What is required -> When a line contains the string "عبدالوهاب", it counts once; give the total of such lines in the entries below and nothing else.

** Opening Data for this exercise block **

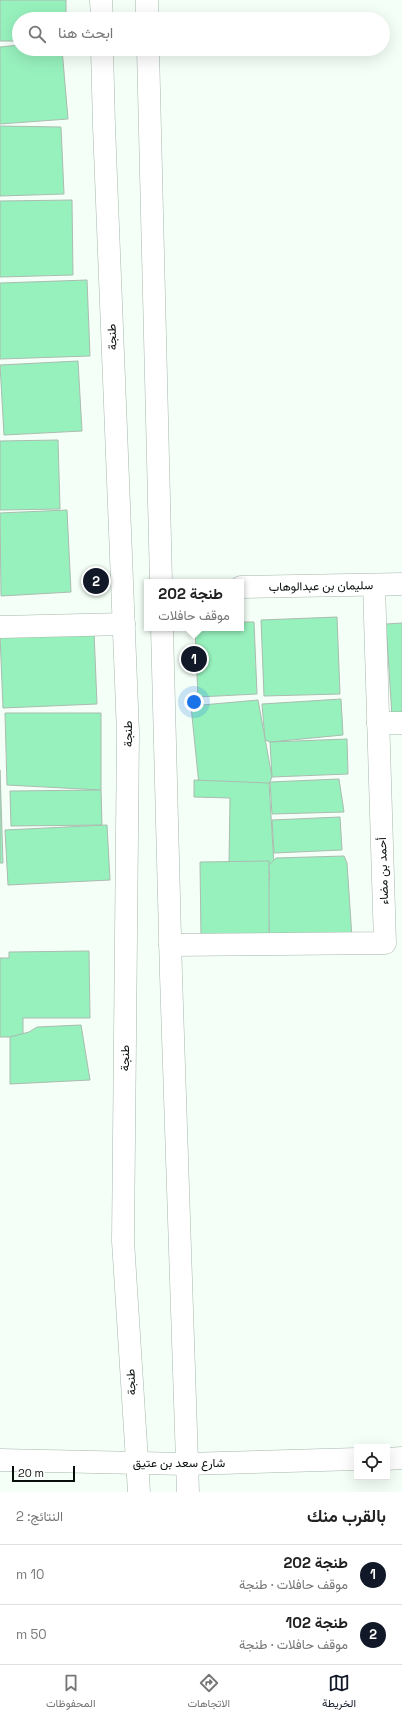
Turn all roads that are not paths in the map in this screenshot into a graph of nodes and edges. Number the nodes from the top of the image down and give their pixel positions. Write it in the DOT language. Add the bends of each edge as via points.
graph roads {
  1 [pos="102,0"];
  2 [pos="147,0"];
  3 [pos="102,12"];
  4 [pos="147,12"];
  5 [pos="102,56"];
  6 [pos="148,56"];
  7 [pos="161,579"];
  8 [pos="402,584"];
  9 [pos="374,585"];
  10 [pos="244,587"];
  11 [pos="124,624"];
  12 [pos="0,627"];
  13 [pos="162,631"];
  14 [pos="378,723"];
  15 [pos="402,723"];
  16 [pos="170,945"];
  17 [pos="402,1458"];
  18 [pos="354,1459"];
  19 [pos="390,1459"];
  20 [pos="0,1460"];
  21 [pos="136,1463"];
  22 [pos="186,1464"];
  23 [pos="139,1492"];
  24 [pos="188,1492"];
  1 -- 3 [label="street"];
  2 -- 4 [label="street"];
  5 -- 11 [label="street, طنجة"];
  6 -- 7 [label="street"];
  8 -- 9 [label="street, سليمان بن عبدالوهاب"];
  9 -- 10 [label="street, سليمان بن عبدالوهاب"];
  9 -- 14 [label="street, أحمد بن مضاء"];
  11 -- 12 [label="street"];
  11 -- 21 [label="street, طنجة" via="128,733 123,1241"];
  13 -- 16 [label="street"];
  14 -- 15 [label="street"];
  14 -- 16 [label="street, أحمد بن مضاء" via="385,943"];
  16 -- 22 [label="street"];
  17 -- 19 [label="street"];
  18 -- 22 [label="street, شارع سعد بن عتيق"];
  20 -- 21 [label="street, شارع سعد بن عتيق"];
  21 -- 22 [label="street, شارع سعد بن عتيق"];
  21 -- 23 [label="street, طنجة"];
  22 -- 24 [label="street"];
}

** Closing Data for this exercise block **

Task response -> 2